Une note très explicite du Cahier Constantin précise que l’image verbale acoustique se distingue du fait lui non psychique du son. L’image acoustique est aussi psychique que le concept qui lui est attaché, et partage avec elle la qualité acoustique comme nous l’avons vu plus haut.

Un peu plus loin toujours au sujet de l’impression acoustique fondamentale pour distinguer dans la chaîne de la parole si un son reste ou non semblable à lui-même une référence à la musique se trouve introduite. Elle est importante car elle me semble donner la base de l’hypothèse annoncée sur une disjonction radicale entre la linguistique et la musique. Je cite le texte du CLG : C’est dans la chaîne de la parole entendue que l’on peut percevoir immédiatement si un son reste ou non semblable à lui-même ; tant qu’on a l’impression de quelque chose d’homogène, ce son est unique. Ce qui importe, ce n’est pas non plus sa durée en croche ou doubles croches [je souligne] (cf. fäl et fãl), mais la qualité de l’impression. La chaîne acoustique ne se divise pas en temps égaux, mais en temps homogènes, caractérisés par l’unité d’impression, et c’est là le point de départ naturel pour l’étude phonologique.[16]

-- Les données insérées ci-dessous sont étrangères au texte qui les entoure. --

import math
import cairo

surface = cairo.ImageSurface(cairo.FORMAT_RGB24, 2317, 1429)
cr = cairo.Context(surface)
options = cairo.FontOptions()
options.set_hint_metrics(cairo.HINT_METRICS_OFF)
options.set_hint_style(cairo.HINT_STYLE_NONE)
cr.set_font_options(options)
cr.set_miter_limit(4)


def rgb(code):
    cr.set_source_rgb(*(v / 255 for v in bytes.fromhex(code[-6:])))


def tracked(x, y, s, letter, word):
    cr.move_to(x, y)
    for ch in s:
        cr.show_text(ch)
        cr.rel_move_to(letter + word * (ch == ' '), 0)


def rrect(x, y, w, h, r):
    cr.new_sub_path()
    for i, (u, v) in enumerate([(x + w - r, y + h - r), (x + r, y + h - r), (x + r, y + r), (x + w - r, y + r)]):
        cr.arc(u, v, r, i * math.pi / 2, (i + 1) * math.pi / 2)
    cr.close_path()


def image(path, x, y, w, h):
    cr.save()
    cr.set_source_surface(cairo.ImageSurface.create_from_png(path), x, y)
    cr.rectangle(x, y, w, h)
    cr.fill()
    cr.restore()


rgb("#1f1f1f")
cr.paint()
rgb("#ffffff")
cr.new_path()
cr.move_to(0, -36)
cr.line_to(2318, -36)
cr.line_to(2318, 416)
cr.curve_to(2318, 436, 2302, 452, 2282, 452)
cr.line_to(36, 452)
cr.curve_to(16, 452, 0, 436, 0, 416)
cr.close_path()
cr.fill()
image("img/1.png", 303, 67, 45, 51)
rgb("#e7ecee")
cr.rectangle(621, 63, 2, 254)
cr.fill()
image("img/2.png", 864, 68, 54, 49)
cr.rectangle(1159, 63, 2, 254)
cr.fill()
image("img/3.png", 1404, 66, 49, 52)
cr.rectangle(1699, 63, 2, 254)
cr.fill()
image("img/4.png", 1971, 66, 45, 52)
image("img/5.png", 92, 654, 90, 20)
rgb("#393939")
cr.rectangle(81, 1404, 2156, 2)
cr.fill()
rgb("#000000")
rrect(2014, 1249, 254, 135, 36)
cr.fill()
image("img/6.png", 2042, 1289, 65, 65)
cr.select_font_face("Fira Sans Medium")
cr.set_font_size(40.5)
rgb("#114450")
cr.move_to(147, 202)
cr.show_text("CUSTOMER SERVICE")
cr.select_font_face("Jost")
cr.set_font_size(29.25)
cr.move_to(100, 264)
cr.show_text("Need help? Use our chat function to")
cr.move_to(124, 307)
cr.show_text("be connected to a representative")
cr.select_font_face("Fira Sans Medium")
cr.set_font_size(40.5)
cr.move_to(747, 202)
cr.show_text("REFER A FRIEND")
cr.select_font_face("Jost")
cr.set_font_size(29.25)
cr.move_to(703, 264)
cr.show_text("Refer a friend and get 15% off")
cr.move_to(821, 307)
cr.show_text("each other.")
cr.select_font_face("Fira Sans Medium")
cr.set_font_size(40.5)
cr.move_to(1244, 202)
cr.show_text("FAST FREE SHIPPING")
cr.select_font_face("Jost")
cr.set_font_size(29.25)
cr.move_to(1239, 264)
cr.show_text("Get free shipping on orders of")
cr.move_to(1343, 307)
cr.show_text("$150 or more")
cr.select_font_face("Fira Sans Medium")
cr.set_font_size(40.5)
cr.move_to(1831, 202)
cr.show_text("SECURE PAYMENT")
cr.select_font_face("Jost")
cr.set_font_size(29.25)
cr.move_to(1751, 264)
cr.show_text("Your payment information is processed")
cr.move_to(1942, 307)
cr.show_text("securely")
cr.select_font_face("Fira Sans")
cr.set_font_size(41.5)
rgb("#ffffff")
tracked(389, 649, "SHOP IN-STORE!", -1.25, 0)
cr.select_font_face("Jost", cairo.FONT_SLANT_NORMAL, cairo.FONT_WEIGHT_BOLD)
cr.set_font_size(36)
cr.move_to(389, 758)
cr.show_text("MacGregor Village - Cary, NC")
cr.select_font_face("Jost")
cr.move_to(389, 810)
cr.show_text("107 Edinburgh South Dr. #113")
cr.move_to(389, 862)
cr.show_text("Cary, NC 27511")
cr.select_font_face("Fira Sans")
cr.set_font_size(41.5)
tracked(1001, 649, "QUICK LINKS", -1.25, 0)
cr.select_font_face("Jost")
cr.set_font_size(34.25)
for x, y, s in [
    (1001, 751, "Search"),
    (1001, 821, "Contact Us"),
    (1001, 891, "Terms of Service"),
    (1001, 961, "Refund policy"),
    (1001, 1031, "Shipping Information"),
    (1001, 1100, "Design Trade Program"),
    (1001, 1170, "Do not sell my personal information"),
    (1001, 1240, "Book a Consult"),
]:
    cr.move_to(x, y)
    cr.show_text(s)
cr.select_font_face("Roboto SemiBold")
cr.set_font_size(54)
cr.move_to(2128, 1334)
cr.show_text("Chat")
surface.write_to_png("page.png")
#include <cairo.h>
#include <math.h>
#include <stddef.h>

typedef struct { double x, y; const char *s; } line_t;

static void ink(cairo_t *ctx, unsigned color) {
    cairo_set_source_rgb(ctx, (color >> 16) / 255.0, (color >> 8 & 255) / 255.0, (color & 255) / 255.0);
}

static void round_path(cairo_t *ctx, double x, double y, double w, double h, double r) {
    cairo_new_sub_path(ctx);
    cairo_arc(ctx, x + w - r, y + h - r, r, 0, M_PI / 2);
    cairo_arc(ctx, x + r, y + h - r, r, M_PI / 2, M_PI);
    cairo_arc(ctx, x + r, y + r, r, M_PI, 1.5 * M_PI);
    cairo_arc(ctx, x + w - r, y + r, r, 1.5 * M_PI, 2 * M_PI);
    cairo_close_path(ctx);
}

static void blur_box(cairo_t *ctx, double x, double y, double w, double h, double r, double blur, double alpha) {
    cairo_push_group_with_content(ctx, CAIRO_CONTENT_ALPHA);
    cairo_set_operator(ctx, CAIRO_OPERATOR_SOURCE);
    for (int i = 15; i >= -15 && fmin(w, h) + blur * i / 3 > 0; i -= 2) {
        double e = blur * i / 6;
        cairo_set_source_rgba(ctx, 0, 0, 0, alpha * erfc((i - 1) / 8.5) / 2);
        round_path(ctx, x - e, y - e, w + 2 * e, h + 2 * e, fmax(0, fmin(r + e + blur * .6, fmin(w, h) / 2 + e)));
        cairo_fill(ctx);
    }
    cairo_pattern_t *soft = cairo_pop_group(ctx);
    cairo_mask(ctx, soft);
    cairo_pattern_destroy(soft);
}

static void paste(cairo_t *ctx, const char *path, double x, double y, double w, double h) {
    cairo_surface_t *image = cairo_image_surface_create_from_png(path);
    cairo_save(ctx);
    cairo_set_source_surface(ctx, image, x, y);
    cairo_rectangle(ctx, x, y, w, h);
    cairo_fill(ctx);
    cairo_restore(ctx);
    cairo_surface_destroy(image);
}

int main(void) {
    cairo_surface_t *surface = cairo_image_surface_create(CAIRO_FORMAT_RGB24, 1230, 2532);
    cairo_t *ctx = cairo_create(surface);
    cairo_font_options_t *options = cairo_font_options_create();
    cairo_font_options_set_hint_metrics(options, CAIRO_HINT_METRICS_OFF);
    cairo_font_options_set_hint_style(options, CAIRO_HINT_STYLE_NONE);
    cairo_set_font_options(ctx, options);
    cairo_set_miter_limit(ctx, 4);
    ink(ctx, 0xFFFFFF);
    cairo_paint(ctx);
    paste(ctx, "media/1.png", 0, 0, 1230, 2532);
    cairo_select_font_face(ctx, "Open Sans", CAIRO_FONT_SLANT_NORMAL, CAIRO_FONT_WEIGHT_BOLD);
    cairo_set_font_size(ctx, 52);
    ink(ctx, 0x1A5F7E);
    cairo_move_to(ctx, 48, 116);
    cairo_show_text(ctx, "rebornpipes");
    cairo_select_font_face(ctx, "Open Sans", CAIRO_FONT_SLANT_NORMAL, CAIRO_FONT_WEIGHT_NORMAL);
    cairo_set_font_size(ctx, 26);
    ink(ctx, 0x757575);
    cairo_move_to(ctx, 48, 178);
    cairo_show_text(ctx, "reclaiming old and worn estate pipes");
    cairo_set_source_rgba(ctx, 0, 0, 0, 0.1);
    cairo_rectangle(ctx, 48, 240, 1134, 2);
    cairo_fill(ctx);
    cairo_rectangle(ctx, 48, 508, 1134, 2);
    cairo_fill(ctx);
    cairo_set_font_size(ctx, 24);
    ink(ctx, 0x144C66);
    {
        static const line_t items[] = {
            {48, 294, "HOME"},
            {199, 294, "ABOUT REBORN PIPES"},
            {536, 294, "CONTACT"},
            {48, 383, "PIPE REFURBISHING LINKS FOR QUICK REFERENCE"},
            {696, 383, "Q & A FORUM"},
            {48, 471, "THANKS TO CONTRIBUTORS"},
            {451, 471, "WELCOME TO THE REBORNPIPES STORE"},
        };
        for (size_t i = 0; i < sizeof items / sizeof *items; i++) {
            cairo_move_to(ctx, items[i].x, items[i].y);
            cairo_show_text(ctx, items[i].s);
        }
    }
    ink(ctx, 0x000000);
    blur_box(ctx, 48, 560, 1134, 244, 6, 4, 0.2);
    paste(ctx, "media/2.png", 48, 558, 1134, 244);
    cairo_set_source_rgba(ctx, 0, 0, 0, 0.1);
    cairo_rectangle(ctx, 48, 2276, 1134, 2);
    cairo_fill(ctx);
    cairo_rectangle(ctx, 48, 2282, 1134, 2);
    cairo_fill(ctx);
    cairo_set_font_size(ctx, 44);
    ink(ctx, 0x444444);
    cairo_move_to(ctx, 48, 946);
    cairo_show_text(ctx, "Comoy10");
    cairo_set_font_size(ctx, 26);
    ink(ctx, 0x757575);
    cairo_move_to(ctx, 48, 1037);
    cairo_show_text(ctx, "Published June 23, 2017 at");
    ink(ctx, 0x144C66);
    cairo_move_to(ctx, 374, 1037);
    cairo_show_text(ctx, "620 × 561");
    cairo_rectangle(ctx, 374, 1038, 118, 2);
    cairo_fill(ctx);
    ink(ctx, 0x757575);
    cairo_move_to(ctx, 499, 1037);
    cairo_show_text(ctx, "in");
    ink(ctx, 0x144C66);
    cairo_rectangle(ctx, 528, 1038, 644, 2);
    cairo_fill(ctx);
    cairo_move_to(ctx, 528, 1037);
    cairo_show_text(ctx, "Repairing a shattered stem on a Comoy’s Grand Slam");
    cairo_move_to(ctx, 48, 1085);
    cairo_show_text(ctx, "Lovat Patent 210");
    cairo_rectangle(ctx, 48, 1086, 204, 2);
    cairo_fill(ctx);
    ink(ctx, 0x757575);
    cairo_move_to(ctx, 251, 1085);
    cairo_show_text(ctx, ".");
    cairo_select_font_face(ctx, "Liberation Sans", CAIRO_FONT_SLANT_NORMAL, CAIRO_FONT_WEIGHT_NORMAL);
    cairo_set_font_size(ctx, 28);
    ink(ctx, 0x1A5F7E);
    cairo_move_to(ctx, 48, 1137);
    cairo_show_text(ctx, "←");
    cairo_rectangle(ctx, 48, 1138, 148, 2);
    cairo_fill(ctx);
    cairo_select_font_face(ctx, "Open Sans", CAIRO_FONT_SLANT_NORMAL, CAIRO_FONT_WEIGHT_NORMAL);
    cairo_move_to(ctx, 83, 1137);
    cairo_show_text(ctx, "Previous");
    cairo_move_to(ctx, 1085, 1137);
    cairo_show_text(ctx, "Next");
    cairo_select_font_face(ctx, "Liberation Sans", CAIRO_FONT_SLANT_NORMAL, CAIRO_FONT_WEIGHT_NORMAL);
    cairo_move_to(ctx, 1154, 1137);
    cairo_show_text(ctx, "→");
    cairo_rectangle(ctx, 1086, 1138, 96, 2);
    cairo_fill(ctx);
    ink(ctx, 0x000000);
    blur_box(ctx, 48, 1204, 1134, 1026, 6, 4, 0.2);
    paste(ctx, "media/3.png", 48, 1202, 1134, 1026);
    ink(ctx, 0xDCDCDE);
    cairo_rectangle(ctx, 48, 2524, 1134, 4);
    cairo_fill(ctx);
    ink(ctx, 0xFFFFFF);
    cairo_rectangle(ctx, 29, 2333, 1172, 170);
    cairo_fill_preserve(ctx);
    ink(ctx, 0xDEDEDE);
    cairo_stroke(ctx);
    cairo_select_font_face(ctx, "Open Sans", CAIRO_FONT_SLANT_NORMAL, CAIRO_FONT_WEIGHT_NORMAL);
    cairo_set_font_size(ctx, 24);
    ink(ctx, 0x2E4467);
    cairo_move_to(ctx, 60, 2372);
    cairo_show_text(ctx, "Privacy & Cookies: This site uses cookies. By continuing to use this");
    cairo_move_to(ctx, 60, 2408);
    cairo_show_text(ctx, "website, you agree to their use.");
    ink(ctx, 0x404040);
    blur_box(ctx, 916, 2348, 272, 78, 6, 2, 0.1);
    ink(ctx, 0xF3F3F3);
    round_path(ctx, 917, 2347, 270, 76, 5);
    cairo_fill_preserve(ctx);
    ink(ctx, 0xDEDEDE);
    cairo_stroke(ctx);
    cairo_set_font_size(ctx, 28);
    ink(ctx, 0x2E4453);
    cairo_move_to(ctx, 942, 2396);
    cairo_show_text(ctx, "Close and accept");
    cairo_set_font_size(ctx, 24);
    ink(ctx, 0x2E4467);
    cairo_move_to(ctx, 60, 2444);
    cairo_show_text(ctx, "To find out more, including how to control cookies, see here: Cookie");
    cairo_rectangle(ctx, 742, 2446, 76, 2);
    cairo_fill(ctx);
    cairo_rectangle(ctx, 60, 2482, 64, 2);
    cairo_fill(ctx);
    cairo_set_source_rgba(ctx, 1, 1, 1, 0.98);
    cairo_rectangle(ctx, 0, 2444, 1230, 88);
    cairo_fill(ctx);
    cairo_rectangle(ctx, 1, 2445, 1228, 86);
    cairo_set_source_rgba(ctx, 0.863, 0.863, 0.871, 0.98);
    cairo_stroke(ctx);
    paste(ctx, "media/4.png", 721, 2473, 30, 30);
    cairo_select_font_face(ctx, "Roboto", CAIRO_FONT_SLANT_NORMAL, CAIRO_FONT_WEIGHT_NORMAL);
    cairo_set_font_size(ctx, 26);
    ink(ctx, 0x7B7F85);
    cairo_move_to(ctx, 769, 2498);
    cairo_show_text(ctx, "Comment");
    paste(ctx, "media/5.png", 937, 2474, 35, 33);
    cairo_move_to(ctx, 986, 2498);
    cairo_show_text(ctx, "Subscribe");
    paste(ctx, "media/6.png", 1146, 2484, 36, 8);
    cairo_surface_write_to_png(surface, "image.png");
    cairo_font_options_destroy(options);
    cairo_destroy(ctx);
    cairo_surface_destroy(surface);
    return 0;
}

 Avant de revenir à cette question telle qu’elle est présentée dans les Écrits de linguistique générale de Ferdinand de Saussure, je vais terminer ce parcours dans le CLG avec la première partie des Principes généraux intitulée la Nature du signe linguistique. Critiquant la conception de la langue comme nomenclature Saussure donne sa définition du signe linguistique dans laquelle nous retrouvons l’image acoustique. Le signe linguistique unit non pas une chose et un nom, mais un concept et une image acoustique. Cette dernière n’est pas le son matériel, chose purement physique, mais l’empreinte purement psychique de ce son, la représentation que nous en donne le témoignage de nos sens ; elle est sensorielle, et s’il nous arrive de l’appeler « matérielle », c’est seulement dans ce sens et par opposition à l’autre terme de l’association, le concept, généralement plus abstrait.[17] Le terme image acoustique se voit complété par les éditeurs d’une note qui peut laisser croire qu’ils seraient, vraisemblablement, les auteurs de celui-ci car je ne l’ai pas retrouvé dans les textes autographes de Saussure. Je vais vous en parler un peu plus loin, je souligne juste qu’on trouve essentiellement sous sa plume l’expression de figure vocale qui dans l’extrait du manuscrit de Genève cité plus haut renvoie au domaine physique des ondes sonores. Dans leur note, les éditeurs insistent sur la dimension de dépôt de la langue reçue du dehors puis, que : L’image acoustique est par excellence la représentation naturelle du mot en tant que fait de langue virtuel, en dehors de toute réalisation par la parole. Ainsi, dans le CLG l’image acoustique compose avec le concept cette entité psychique à deux faces nommé signe linguistique. L’image acoustique représente les mots de la langue non articulés, les phonèmes eux sont réservés au mot parlé, à la réalisation de l’image intérieure dans le discours articulé.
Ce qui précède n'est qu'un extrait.